### Problem description
What you return should match the material below line for line, except that no image appears in it.

### Source material
*** Begin section ***

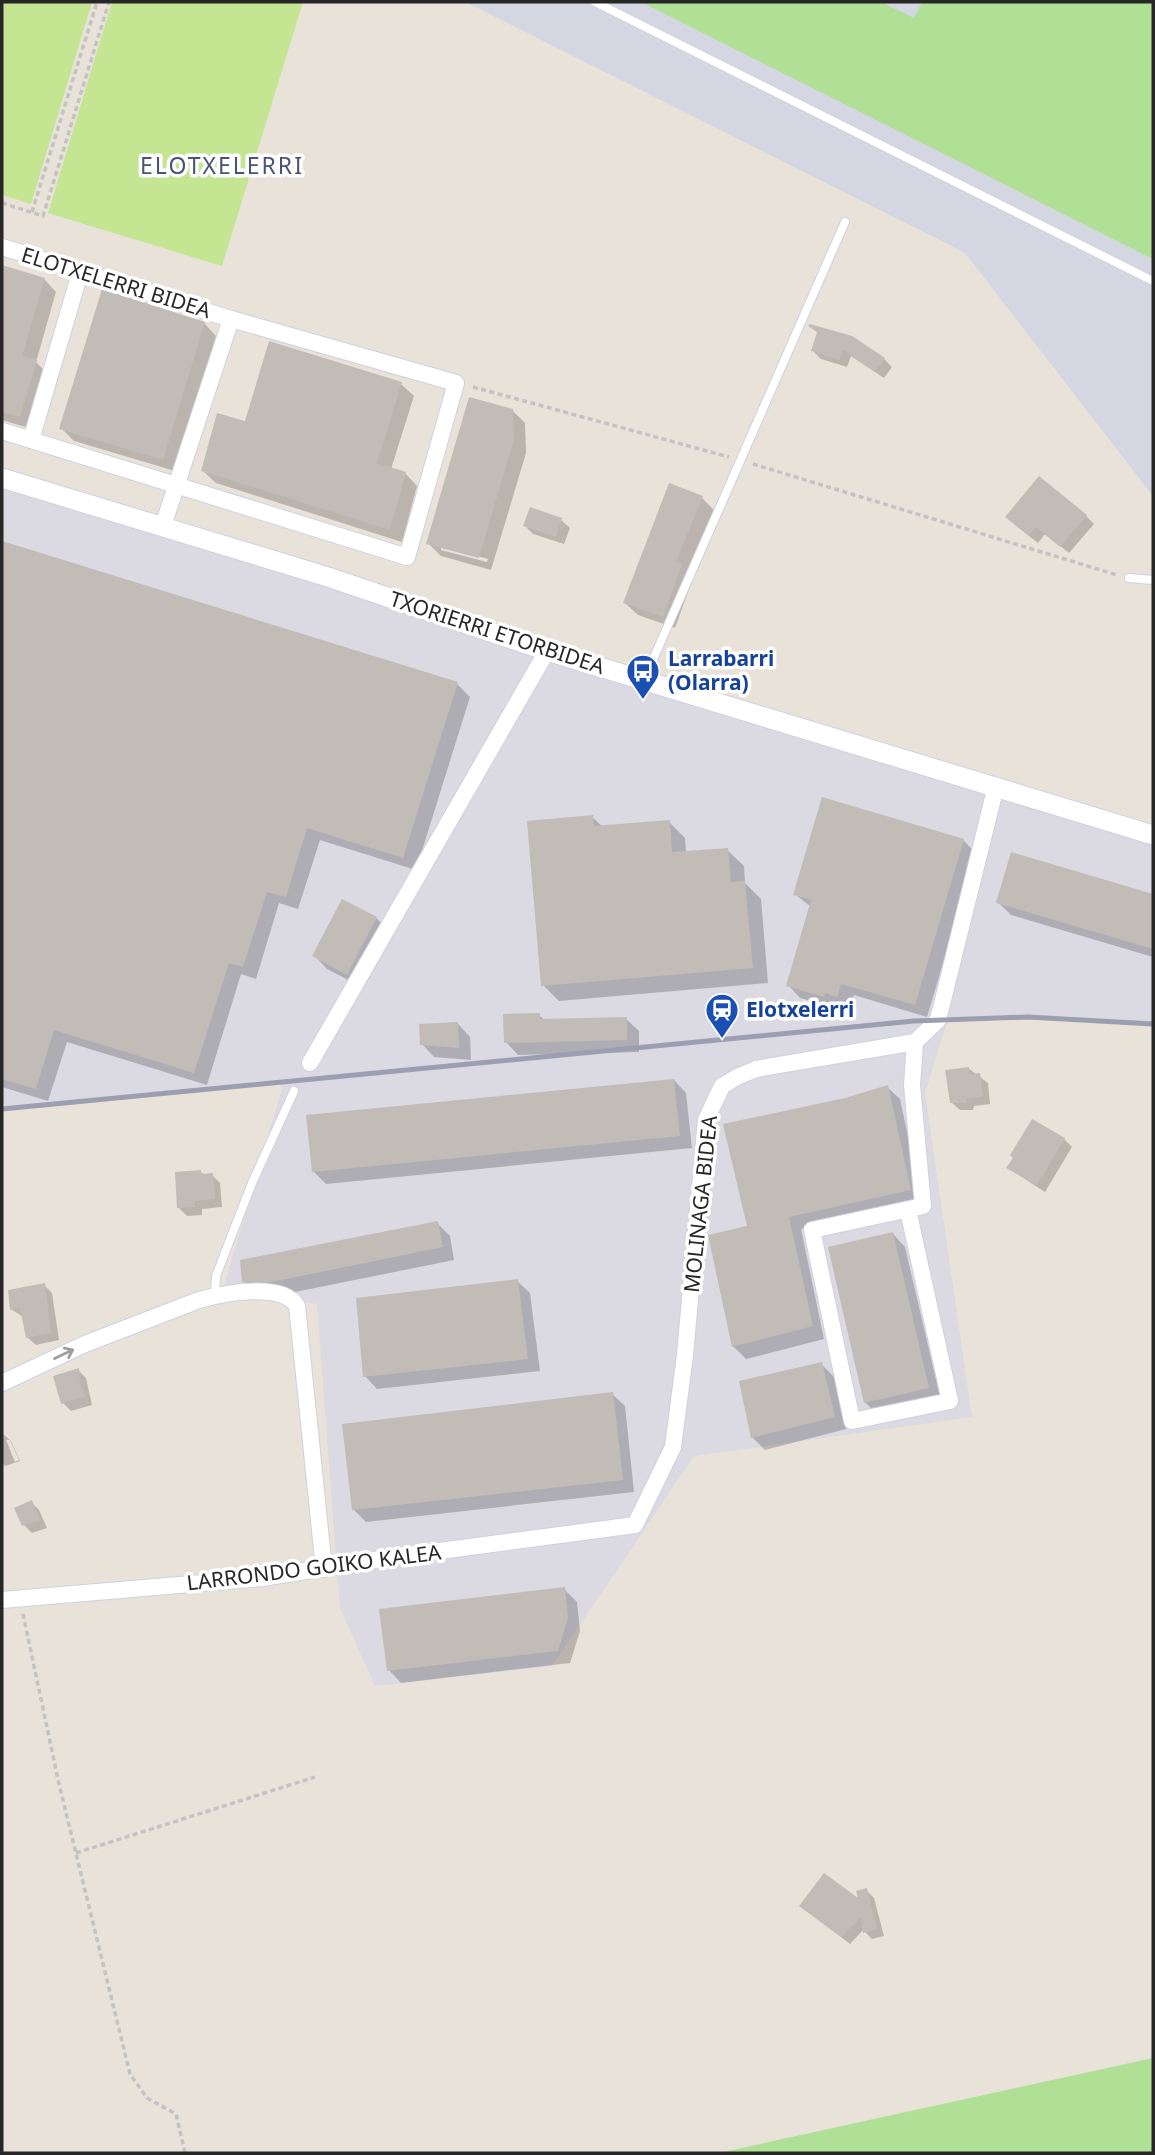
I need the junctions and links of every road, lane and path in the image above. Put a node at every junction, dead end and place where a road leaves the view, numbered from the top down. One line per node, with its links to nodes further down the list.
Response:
1 (97, 2): 5 (path)
2 (109, 2): 5 (path)
3 (595, 2): 9 (lane)
4 (2, 203): 5 (path)
5 (32, 212)
6 (845, 222): 14 (lane)
7 (2, 247): 8 (street, ELOTXELERRI BIDEA)
8 (80, 273): 10 (street, ELOTXELERRI BIDEA); 13 (street)
9 (1153, 281)
10 (231, 319): 11 (street, ELOTXELERRI BIDEA); 16 (street)
11 (456, 383): 14 (path); 16 (street)
12 (2, 431): 13 (street)
13 (31, 440): 16 (street)
14 (738, 460): 18 (path); 21 (lane)
15 (2, 478): 17 (street, TXORIERRI ETORBIDEA)
16 (176, 484): 17 (street)
17 (163, 526): 20 (street, TXORIERRI ETORBIDEA)
18 (1129, 578): 19 (lane)
19 (1153, 580)
20 (547, 651): 21 (street, TXORIERRI ETORBIDEA); 25 (street)
21 (644, 680): 22 (street, TXORIERRI ETORBIDEA)
22 (996, 786): 23 (street, TXORIERRI ETORBIDEA); 24 (street)
23 (1153, 835)
24 (915, 1042): 27 (street); 30 (street, MOLINAGA BIDEA)
25 (310, 1063)
26 (294, 1091): 28 (lane)
27 (908, 1210): 27 (street)
28 (215, 1295): 29 (street, one-way to 28); 31 (street)
29 (2, 1382)
30 (626, 1529): 31 (street, LARRONDO GOIKO KALEA)
31 (324, 1569): 32 (street, LARRONDO GOIKO KALEA)
32 (20, 1599): 33 (street, LARRONDO GOIKO KALEA); 35 (path)
33 (2, 1600)
34 (315, 1777): 35 (path)
35 (76, 1853): 36 (path)
36 (184, 2153)

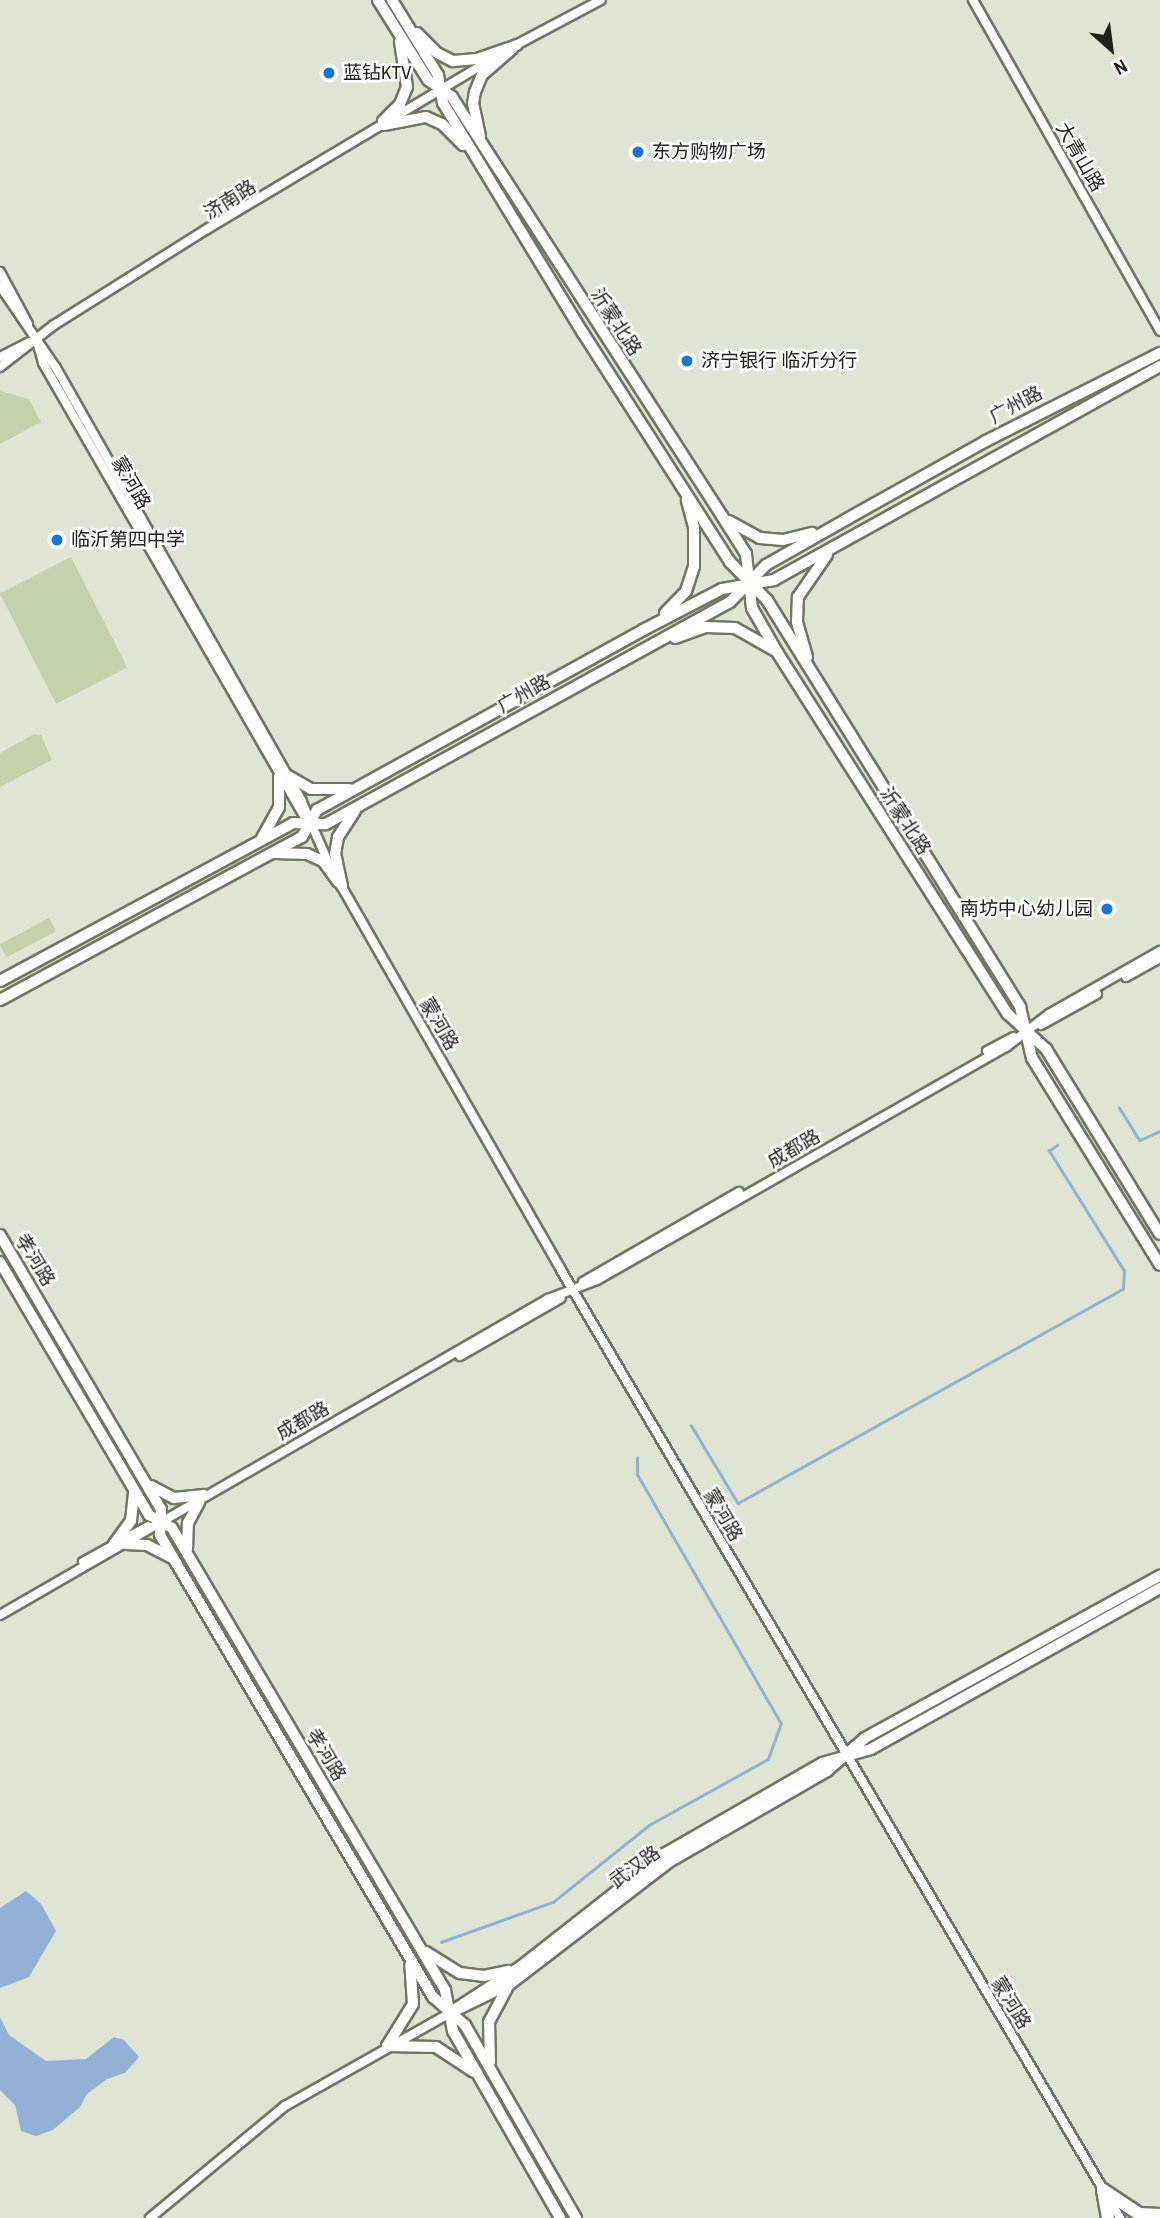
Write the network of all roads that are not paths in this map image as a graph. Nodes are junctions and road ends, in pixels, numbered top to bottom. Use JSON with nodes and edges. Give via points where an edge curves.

*** End section ***

### Written solution
I need the junctions and links of every road, lane and path in the image above. Put a node at every junction, dead end and place where a road leaves the view, numbered from the top down. One line per node, with its links to nodes further down the list.
Response:
1 (97, 2): 5 (path)
2 (109, 2): 5 (path)
3 (595, 2): 9 (lane)
4 (2, 203): 5 (path)
5 (32, 212)
6 (845, 222): 14 (lane)
7 (2, 247): 8 (street, ELOTXELERRI BIDEA)
8 (80, 273): 10 (street, ELOTXELERRI BIDEA); 13 (street)
9 (1153, 281)
10 (231, 319): 11 (street, ELOTXELERRI BIDEA); 16 (street)
11 (456, 383): 14 (path); 16 (street)
12 (2, 431): 13 (street)
13 (31, 440): 16 (street)
14 (738, 460): 18 (path); 21 (lane)
15 (2, 478): 17 (street, TXORIERRI ETORBIDEA)
16 (176, 484): 17 (street)
17 (163, 526): 20 (street, TXORIERRI ETORBIDEA)
18 (1129, 578): 19 (lane)
19 (1153, 580)
20 (547, 651): 21 (street, TXORIERRI ETORBIDEA); 25 (street)
21 (644, 680): 22 (street, TXORIERRI ETORBIDEA)
22 (996, 786): 23 (street, TXORIERRI ETORBIDEA); 24 (street)
23 (1153, 835)
24 (915, 1042): 27 (street); 30 (street, MOLINAGA BIDEA)
25 (310, 1063)
26 (294, 1091): 28 (lane)
27 (908, 1210): 27 (street)
28 (215, 1295): 29 (street, one-way to 28); 31 (street)
29 (2, 1382)
30 (626, 1529): 31 (street, LARRONDO GOIKO KALEA)
31 (324, 1569): 32 (street, LARRONDO GOIKO KALEA)
32 (20, 1599): 33 (street, LARRONDO GOIKO KALEA); 35 (path)
33 (2, 1600)
34 (315, 1777): 35 (path)
35 (76, 1853): 36 (path)
36 (184, 2153)

Write the network of all roads that are not paths in this map image as a graph. Nodes are junctions and road ends, in pixels, numbered top to bottom. Use JSON with nodes and edges. Give via points where an edge curves.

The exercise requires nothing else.